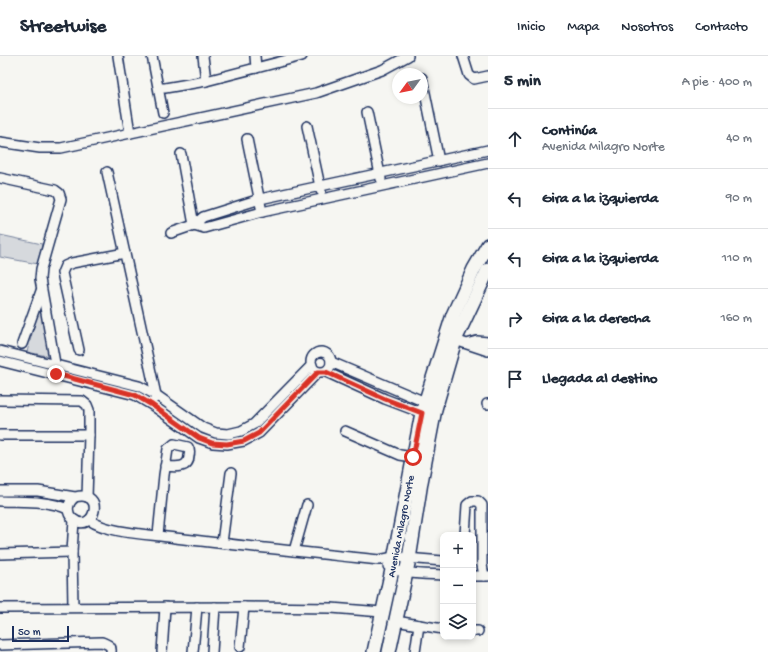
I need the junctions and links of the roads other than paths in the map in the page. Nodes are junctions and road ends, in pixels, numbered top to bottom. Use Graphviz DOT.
graph roads {
  1 [pos="118,56"];
  2 [pos="152,56"];
  3 [pos="203,56"];
  4 [pos="255,56"];
  5 [pos="302,56"];
  6 [pos="408,56"];
  7 [pos="463,56"];
  8 [pos="256,68"];
  9 [pos="488,76"];
  10 [pos="206,80"];
  11 [pos="159,88"];
  12 [pos="427,104"];
  13 [pos="367,112"];
  14 [pos="163,113"];
  15 [pos="307,126"];
  16 [pos="130,133"];
  17 [pos="247,139"];
  18 [pos="0,142"];
  19 [pos="488,150"];
  20 [pos="181,154"];
  21 [pos="473,154"];
  22 [pos="439,161"];
  23 [pos="488,163"];
  24 [pos="475,166"];
  25 [pos="107,172"];
  26 [pos="380,173"];
  27 [pos="0,178"];
  28 [pos="320,186"];
  29 [pos="382,186"];
  30 [pos="260,199"];
  31 [pos="323,199"];
  32 [pos="262,212"];
  33 [pos="194,225"];
  34 [pos="171,233"];
  35 [pos="488,244"];
  36 [pos="125,253"];
  37 [pos="488,270"];
  38 [pos="42,290"];
  39 [pos="461,342"];
  40 [pos="488,342"];
  41 [pos="22,344"];
  42 [pos="79,350"];
  43 [pos="0,351"];
  44 [pos="488,351"];
  45 [pos="0,361"];
  46 [pos="331,362"];
  47 [pos="56,364"];
  48 [pos="312,365"];
  49 [pos="322,372"];
  50 [pos="56,374"];
  51 [pos="156,395"];
  52 [pos="0,400"];
  53 [pos="152,405"];
  54 [pos="423,408"];
  55 [pos="345,430"];
  56 [pos="89,434"];
  57 [pos="0,435"];
  58 [pos="413,457"];
  59 [pos="165,466"];
  60 [pos="231,472"];
  61 [pos="0,491"];
  62 [pos="87,496"];
  63 [pos="75,497"];
  64 [pos="0,501"];
  65 [pos="307,505"];
  66 [pos="68,509"];
  67 [pos="74,520"];
  68 [pos="90,520"];
  69 [pos="465,532"];
  70 [pos="158,536"];
  71 [pos="222,543"];
  72 [pos="294,551"];
  73 [pos="72,552"];
  74 [pos="0,554"];
  75 [pos="409,559"];
  76 [pos="440,561"];
  77 [pos="393,564"];
  78 [pos="476,564"];
  79 [pos="482,565"];
  80 [pos="405,572"];
  81 [pos="440,575"];
  82 [pos="486,576"];
  83 [pos="73,607"];
  84 [pos="165,607"];
  85 [pos="197,607"];
  86 [pos="215,607"];
  87 [pos="244,607"];
  88 [pos="0,608"];
  89 [pos="382,612"];
  90 [pos="396,621"];
  91 [pos="419,626"];
  92 [pos="440,629"];
  93 [pos="0,645"];
  94 [pos="240,647"];
  95 [pos="390,650"];
  96 [pos="111,652"];
  97 [pos="162,652"];
  98 [pos="193,652"];
  99 [pos="212,652"];
  100 [pos="374,652"];
  101 [pos="415,652"];
  1 -- 16 [label="street"];
  2 -- 11 [label="street"];
  3 -- 10 [label="street"];
  4 -- 8 [label="street"];
  5 -- 8 [label="street"];
  6 -- 16 [label="street"];
  7 -- 9 [label="street"];
  8 -- 10 [label="street"];
  10 -- 11 [label="street"];
  11 -- 14 [label="street"];
  12 -- 22 [label="street"];
  13 -- 26 [label="street"];
  15 -- 28 [label="street"];
  16 -- 18 [label="street"];
  17 -- 30 [label="street"];
  19 -- 21 [label="street"];
  20 -- 33 [label="street"];
  21 -- 22 [label="street"];
  21 -- 24 [label="street"];
  22 -- 26 [label="street"];
  23 -- 24 [label="street"];
  24 -- 29 [label="street"];
  25 -- 36 [label="street"];
  26 -- 28 [label="street"];
  26 -- 29 [label="street"];
  27 -- 38 [label="street"];
  28 -- 30 [label="street"];
  28 -- 31 [label="street"];
  29 -- 31 [label="street"];
  30 -- 32 [label="street"];
  30 -- 33 [label="street"];
  31 -- 32 [label="street"];
  32 -- 33 [label="street"];
  33 -- 34 [label="street"];
  35 -- 54 [label="main road, Avenida Milagro Norte"];
  36 -- 42 [label="street"];
  36 -- 51 [label="street"];
  37 -- 39 [label="main road, Avenida Milagro Norte"];
  38 -- 41 [label="street"];
  38 -- 47 [label="street"];
  39 -- 40 [label="street"];
  39 -- 44 [label="street"];
  39 -- 75 [label="main road, Avenida Milagro Norte"];
  43 -- 47 [label="street"];
  45 -- 50 [label="street"];
  46 -- 48 [label="street"];
  46 -- 49 [label="street"];
  46 -- 54 [label="street"];
  47 -- 50 [label="street"];
  47 -- 51 [label="street"];
  48 -- 49 [label="street"];
  48 -- 51 [label="street"];
  49 -- 53 [label="street"];
  49 -- 54 [label="street"];
  50 -- 53 [label="street"];
  51 -- 53 [label="street"];
  52 -- 56 [label="street"];
  54 -- 58 [label="main road, Avenida Milagro Norte"];
  55 -- 58 [label="street"];
  56 -- 57 [label="street"];
  56 -- 62 [label="street"];
  58 -- 77 [label="main road, Avenida Milagro Norte"];
  59 -- 70 [label="street"];
  60 -- 71 [label="street"];
  61 -- 63 [label="street"];
  62 -- 63 [label="street"];
  62 -- 68 [label="street"];
  63 -- 66 [label="street"];
  64 -- 66 [label="street"];
  65 -- 72 [label="street"];
  66 -- 67 [label="street"];
  67 -- 68 [label="street"];
  67 -- 73 [label="street"];
  68 -- 70 [label="street"];
  69 -- 79 [label="street"];
  70 -- 71 [label="street"];
  71 -- 72 [label="street"];
  72 -- 77 [label="street"];
  73 -- 74 [label="street"];
  73 -- 83 [label="street"];
  75 -- 76 [label="street"];
  75 -- 77 [label="street"];
  75 -- 80 [label="main road, Avenida Milagro Norte"];
  77 -- 80 [label="street"];
  77 -- 89 [label="main road, Avenida Milagro Norte"];
  78 -- 79 [label="street"];
  79 -- 82 [label="street"];
  80 -- 81 [label="street"];
  80 -- 90 [label="main road, Avenida Milagro Norte"];
  83 -- 84 [label="street"];
  83 -- 88 [label="street"];
  84 -- 85 [label="street"];
  84 -- 97 [label="street"];
  85 -- 86 [label="street"];
  85 -- 98 [label="street"];
  86 -- 87 [label="street"];
  86 -- 99 [label="street"];
  87 -- 89 [label="street"];
  87 -- 94 [label="street"];
  89 -- 100 [label="main road, Avenida Milagro Norte"];
  90 -- 91 [label="street"];
  90 -- 95 [label="main road, Avenida Milagro Norte"];
  91 -- 92 [label="street"];
  91 -- 101 [label="street"];
  93 -- 96 [label="street"];
}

Your assignment: Quote the records above exactly, leaving out any pictures.

Reply to the exercise:
I need the junctions and links of the roads other than paths in the map in the page. Nodes are junctions and road ends, in pixels, numbered top to bottom. Use Graphviz DOT.
graph roads {
  1 [pos="118,56"];
  2 [pos="152,56"];
  3 [pos="203,56"];
  4 [pos="255,56"];
  5 [pos="302,56"];
  6 [pos="408,56"];
  7 [pos="463,56"];
  8 [pos="256,68"];
  9 [pos="488,76"];
  10 [pos="206,80"];
  11 [pos="159,88"];
  12 [pos="427,104"];
  13 [pos="367,112"];
  14 [pos="163,113"];
  15 [pos="307,126"];
  16 [pos="130,133"];
  17 [pos="247,139"];
  18 [pos="0,142"];
  19 [pos="488,150"];
  20 [pos="181,154"];
  21 [pos="473,154"];
  22 [pos="439,161"];
  23 [pos="488,163"];
  24 [pos="475,166"];
  25 [pos="107,172"];
  26 [pos="380,173"];
  27 [pos="0,178"];
  28 [pos="320,186"];
  29 [pos="382,186"];
  30 [pos="260,199"];
  31 [pos="323,199"];
  32 [pos="262,212"];
  33 [pos="194,225"];
  34 [pos="171,233"];
  35 [pos="488,244"];
  36 [pos="125,253"];
  37 [pos="488,270"];
  38 [pos="42,290"];
  39 [pos="461,342"];
  40 [pos="488,342"];
  41 [pos="22,344"];
  42 [pos="79,350"];
  43 [pos="0,351"];
  44 [pos="488,351"];
  45 [pos="0,361"];
  46 [pos="331,362"];
  47 [pos="56,364"];
  48 [pos="312,365"];
  49 [pos="322,372"];
  50 [pos="56,374"];
  51 [pos="156,395"];
  52 [pos="0,400"];
  53 [pos="152,405"];
  54 [pos="423,408"];
  55 [pos="345,430"];
  56 [pos="89,434"];
  57 [pos="0,435"];
  58 [pos="413,457"];
  59 [pos="165,466"];
  60 [pos="231,472"];
  61 [pos="0,491"];
  62 [pos="87,496"];
  63 [pos="75,497"];
  64 [pos="0,501"];
  65 [pos="307,505"];
  66 [pos="68,509"];
  67 [pos="74,520"];
  68 [pos="90,520"];
  69 [pos="465,532"];
  70 [pos="158,536"];
  71 [pos="222,543"];
  72 [pos="294,551"];
  73 [pos="72,552"];
  74 [pos="0,554"];
  75 [pos="409,559"];
  76 [pos="440,561"];
  77 [pos="393,564"];
  78 [pos="476,564"];
  79 [pos="482,565"];
  80 [pos="405,572"];
  81 [pos="440,575"];
  82 [pos="486,576"];
  83 [pos="73,607"];
  84 [pos="165,607"];
  85 [pos="197,607"];
  86 [pos="215,607"];
  87 [pos="244,607"];
  88 [pos="0,608"];
  89 [pos="382,612"];
  90 [pos="396,621"];
  91 [pos="419,626"];
  92 [pos="440,629"];
  93 [pos="0,645"];
  94 [pos="240,647"];
  95 [pos="390,650"];
  96 [pos="111,652"];
  97 [pos="162,652"];
  98 [pos="193,652"];
  99 [pos="212,652"];
  100 [pos="374,652"];
  101 [pos="415,652"];
  1 -- 16 [label="street"];
  2 -- 11 [label="street"];
  3 -- 10 [label="street"];
  4 -- 8 [label="street"];
  5 -- 8 [label="street"];
  6 -- 16 [label="street"];
  7 -- 9 [label="street"];
  8 -- 10 [label="street"];
  10 -- 11 [label="street"];
  11 -- 14 [label="street"];
  12 -- 22 [label="street"];
  13 -- 26 [label="street"];
  15 -- 28 [label="street"];
  16 -- 18 [label="street"];
  17 -- 30 [label="street"];
  19 -- 21 [label="street"];
  20 -- 33 [label="street"];
  21 -- 22 [label="street"];
  21 -- 24 [label="street"];
  22 -- 26 [label="street"];
  23 -- 24 [label="street"];
  24 -- 29 [label="street"];
  25 -- 36 [label="street"];
  26 -- 28 [label="street"];
  26 -- 29 [label="street"];
  27 -- 38 [label="street"];
  28 -- 30 [label="street"];
  28 -- 31 [label="street"];
  29 -- 31 [label="street"];
  30 -- 32 [label="street"];
  30 -- 33 [label="street"];
  31 -- 32 [label="street"];
  32 -- 33 [label="street"];
  33 -- 34 [label="street"];
  35 -- 54 [label="main road, Avenida Milagro Norte"];
  36 -- 42 [label="street"];
  36 -- 51 [label="street"];
  37 -- 39 [label="main road, Avenida Milagro Norte"];
  38 -- 41 [label="street"];
  38 -- 47 [label="street"];
  39 -- 40 [label="street"];
  39 -- 44 [label="street"];
  39 -- 75 [label="main road, Avenida Milagro Norte"];
  43 -- 47 [label="street"];
  45 -- 50 [label="street"];
  46 -- 48 [label="street"];
  46 -- 49 [label="street"];
  46 -- 54 [label="street"];
  47 -- 50 [label="street"];
  47 -- 51 [label="street"];
  48 -- 49 [label="street"];
  48 -- 51 [label="street"];
  49 -- 53 [label="street"];
  49 -- 54 [label="street"];
  50 -- 53 [label="street"];
  51 -- 53 [label="street"];
  52 -- 56 [label="street"];
  54 -- 58 [label="main road, Avenida Milagro Norte"];
  55 -- 58 [label="street"];
  56 -- 57 [label="street"];
  56 -- 62 [label="street"];
  58 -- 77 [label="main road, Avenida Milagro Norte"];
  59 -- 70 [label="street"];
  60 -- 71 [label="street"];
  61 -- 63 [label="street"];
  62 -- 63 [label="street"];
  62 -- 68 [label="street"];
  63 -- 66 [label="street"];
  64 -- 66 [label="street"];
  65 -- 72 [label="street"];
  66 -- 67 [label="street"];
  67 -- 68 [label="street"];
  67 -- 73 [label="street"];
  68 -- 70 [label="street"];
  69 -- 79 [label="street"];
  70 -- 71 [label="street"];
  71 -- 72 [label="street"];
  72 -- 77 [label="street"];
  73 -- 74 [label="street"];
  73 -- 83 [label="street"];
  75 -- 76 [label="street"];
  75 -- 77 [label="street"];
  75 -- 80 [label="main road, Avenida Milagro Norte"];
  77 -- 80 [label="street"];
  77 -- 89 [label="main road, Avenida Milagro Norte"];
  78 -- 79 [label="street"];
  79 -- 82 [label="street"];
  80 -- 81 [label="street"];
  80 -- 90 [label="main road, Avenida Milagro Norte"];
  83 -- 84 [label="street"];
  83 -- 88 [label="street"];
  84 -- 85 [label="street"];
  84 -- 97 [label="street"];
  85 -- 86 [label="street"];
  85 -- 98 [label="street"];
  86 -- 87 [label="street"];
  86 -- 99 [label="street"];
  87 -- 89 [label="street"];
  87 -- 94 [label="street"];
  89 -- 100 [label="main road, Avenida Milagro Norte"];
  90 -- 91 [label="street"];
  90 -- 95 [label="main road, Avenida Milagro Norte"];
  91 -- 92 [label="street"];
  91 -- 101 [label="street"];
  93 -- 96 [label="street"];
}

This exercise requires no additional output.